YOUR INSTRUCTIONS =
All lines from the one containing "Digitize the connectivity" through the end of the entries below should appear in the answer exactly, with no others.

RECORDS FOR PROCESSING =
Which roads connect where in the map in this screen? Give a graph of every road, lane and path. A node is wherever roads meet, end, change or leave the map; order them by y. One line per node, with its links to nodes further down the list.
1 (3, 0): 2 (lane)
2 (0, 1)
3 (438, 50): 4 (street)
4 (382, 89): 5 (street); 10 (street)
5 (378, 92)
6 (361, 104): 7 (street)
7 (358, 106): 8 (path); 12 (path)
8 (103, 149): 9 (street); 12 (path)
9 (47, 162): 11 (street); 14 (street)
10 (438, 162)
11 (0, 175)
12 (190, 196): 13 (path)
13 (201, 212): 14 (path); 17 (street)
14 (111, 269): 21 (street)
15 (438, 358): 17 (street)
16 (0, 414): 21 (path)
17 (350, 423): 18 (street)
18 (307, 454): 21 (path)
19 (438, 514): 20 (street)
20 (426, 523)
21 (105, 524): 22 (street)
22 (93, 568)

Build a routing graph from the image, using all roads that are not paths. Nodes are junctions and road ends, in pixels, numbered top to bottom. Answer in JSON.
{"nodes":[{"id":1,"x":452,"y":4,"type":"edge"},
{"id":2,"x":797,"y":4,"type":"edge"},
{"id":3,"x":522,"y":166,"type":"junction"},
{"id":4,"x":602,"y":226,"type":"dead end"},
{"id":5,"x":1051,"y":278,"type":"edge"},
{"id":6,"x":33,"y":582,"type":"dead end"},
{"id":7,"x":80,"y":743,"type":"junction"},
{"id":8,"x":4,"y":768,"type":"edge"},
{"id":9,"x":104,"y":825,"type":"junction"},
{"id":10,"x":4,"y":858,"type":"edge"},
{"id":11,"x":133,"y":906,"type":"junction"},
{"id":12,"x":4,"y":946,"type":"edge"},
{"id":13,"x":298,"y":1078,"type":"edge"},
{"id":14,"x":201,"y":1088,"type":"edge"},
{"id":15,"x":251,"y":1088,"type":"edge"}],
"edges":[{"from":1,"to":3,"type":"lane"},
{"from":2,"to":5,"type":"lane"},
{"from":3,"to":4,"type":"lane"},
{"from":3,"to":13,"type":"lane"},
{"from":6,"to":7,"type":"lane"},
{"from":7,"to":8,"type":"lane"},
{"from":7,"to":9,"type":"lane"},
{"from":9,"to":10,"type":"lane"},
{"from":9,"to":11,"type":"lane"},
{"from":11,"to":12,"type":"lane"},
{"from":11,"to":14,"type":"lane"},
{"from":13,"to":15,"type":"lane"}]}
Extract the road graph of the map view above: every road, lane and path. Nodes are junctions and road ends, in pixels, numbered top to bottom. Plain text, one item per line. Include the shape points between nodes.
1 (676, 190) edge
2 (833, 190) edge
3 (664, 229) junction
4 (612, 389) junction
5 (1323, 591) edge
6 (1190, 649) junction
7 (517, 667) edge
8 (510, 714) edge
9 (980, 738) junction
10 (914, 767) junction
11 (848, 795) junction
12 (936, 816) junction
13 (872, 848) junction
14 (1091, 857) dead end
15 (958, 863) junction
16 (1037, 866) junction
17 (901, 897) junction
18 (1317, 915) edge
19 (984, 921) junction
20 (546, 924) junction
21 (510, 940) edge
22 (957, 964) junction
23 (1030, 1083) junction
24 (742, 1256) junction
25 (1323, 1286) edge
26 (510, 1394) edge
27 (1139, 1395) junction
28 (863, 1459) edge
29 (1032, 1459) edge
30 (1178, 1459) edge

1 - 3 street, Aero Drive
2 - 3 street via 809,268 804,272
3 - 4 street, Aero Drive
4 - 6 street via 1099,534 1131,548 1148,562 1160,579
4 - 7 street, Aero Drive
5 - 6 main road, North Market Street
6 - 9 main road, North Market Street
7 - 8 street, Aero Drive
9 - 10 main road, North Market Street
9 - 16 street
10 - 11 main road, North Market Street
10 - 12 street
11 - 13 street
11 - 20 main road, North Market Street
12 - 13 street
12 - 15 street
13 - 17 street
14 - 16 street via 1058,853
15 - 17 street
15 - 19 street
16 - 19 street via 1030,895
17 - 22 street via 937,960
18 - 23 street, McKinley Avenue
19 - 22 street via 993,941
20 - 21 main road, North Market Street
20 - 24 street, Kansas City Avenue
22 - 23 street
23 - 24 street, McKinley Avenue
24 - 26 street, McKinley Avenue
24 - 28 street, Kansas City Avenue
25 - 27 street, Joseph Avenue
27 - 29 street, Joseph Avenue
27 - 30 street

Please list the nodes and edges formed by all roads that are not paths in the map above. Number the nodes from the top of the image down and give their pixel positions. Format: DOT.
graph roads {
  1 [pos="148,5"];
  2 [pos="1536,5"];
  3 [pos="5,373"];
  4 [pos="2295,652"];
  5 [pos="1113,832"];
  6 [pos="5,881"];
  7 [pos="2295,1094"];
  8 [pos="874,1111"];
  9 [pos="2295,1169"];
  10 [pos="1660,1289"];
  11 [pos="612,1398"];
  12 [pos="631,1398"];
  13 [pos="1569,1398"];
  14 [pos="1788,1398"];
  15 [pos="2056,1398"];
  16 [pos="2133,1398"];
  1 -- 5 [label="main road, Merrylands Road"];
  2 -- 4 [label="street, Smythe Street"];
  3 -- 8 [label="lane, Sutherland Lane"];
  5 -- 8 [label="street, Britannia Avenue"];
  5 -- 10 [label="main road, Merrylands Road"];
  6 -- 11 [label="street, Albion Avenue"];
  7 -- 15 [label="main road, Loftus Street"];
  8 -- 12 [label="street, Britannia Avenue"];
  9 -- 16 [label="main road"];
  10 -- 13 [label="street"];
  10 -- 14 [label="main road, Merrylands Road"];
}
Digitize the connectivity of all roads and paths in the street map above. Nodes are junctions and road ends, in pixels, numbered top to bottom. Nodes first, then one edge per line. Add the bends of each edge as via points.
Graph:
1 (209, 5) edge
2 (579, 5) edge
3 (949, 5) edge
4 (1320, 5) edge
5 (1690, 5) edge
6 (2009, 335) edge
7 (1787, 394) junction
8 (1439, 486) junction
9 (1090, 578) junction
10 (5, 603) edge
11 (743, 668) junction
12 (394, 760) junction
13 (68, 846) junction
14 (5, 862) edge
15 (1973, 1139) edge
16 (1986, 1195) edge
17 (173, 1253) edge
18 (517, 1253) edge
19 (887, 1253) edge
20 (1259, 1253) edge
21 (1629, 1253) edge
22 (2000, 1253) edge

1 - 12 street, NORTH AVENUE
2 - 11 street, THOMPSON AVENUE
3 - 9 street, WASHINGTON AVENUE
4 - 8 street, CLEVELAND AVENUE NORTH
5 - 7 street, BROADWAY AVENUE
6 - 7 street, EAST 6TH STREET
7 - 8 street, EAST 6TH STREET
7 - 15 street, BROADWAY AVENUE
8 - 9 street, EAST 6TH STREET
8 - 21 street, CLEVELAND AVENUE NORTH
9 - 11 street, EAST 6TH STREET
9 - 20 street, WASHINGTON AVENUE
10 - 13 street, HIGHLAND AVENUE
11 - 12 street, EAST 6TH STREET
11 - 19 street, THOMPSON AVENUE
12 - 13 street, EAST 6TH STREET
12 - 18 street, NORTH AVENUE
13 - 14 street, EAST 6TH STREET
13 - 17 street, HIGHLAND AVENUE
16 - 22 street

ANSWER FOR THE TASK =
Digitize the connectivity of all roads and paths in the street map above. Nodes are junctions and road ends, in pixels, numbered top to bottom. Nodes first, then one edge per line. Add the bends of each edge as via points.
Graph:
1 (209, 5) edge
2 (579, 5) edge
3 (949, 5) edge
4 (1320, 5) edge
5 (1690, 5) edge
6 (2009, 335) edge
7 (1787, 394) junction
8 (1439, 486) junction
9 (1090, 578) junction
10 (5, 603) edge
11 (743, 668) junction
12 (394, 760) junction
13 (68, 846) junction
14 (5, 862) edge
15 (1973, 1139) edge
16 (1986, 1195) edge
17 (173, 1253) edge
18 (517, 1253) edge
19 (887, 1253) edge
20 (1259, 1253) edge
21 (1629, 1253) edge
22 (2000, 1253) edge

1 - 12 street, NORTH AVENUE
2 - 11 street, THOMPSON AVENUE
3 - 9 street, WASHINGTON AVENUE
4 - 8 street, CLEVELAND AVENUE NORTH
5 - 7 street, BROADWAY AVENUE
6 - 7 street, EAST 6TH STREET
7 - 8 street, EAST 6TH STREET
7 - 15 street, BROADWAY AVENUE
8 - 9 street, EAST 6TH STREET
8 - 21 street, CLEVELAND AVENUE NORTH
9 - 11 street, EAST 6TH STREET
9 - 20 street, WASHINGTON AVENUE
10 - 13 street, HIGHLAND AVENUE
11 - 12 street, EAST 6TH STREET
11 - 19 street, THOMPSON AVENUE
12 - 13 street, EAST 6TH STREET
12 - 18 street, NORTH AVENUE
13 - 14 street, EAST 6TH STREET
13 - 17 street, HIGHLAND AVENUE
16 - 22 street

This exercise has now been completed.